__THE INPUT__:
※ ※ ※

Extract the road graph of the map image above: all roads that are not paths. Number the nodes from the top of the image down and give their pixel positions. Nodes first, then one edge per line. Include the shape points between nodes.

※ ※ ※

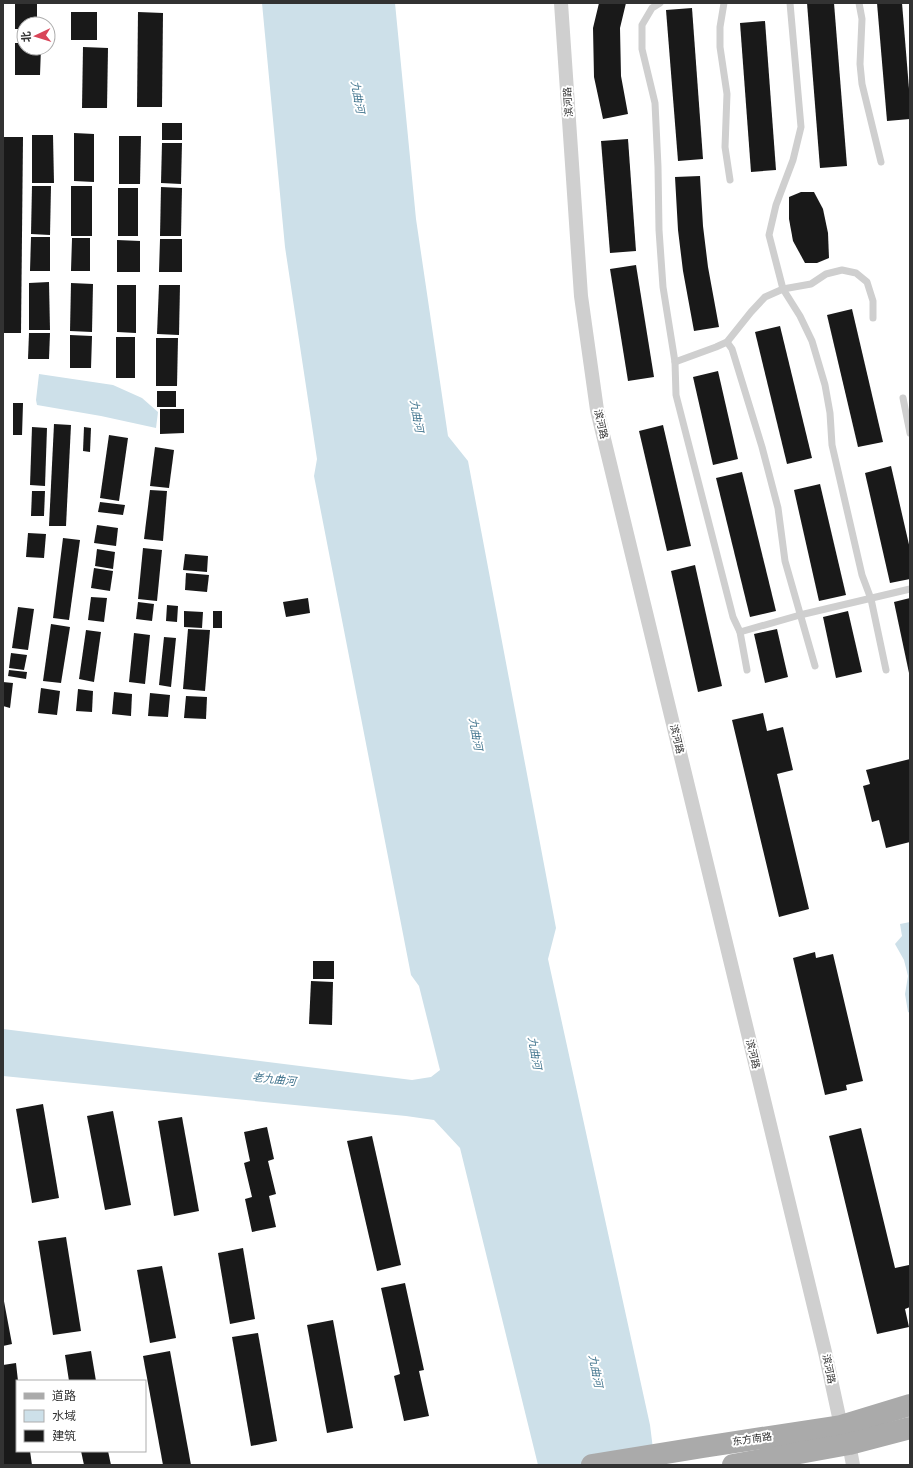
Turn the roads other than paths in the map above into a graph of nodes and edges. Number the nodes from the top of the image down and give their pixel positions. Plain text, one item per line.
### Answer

※ ※ ※

Report each line of the material above where the word "graph" appears.

__WRITTEN RESPONSE__:
Extract the road graph of the map image above: all roads that are not paths. Number the nodes from the top of the image down and give their pixel positions. Nodes first, then one edge per line. Include the shape points between nodes.
Turn the roads other than paths in the map above into a graph of nodes and edges. Number the nodes from the top of the image down and give their pixel positions. Plain text, one item per line.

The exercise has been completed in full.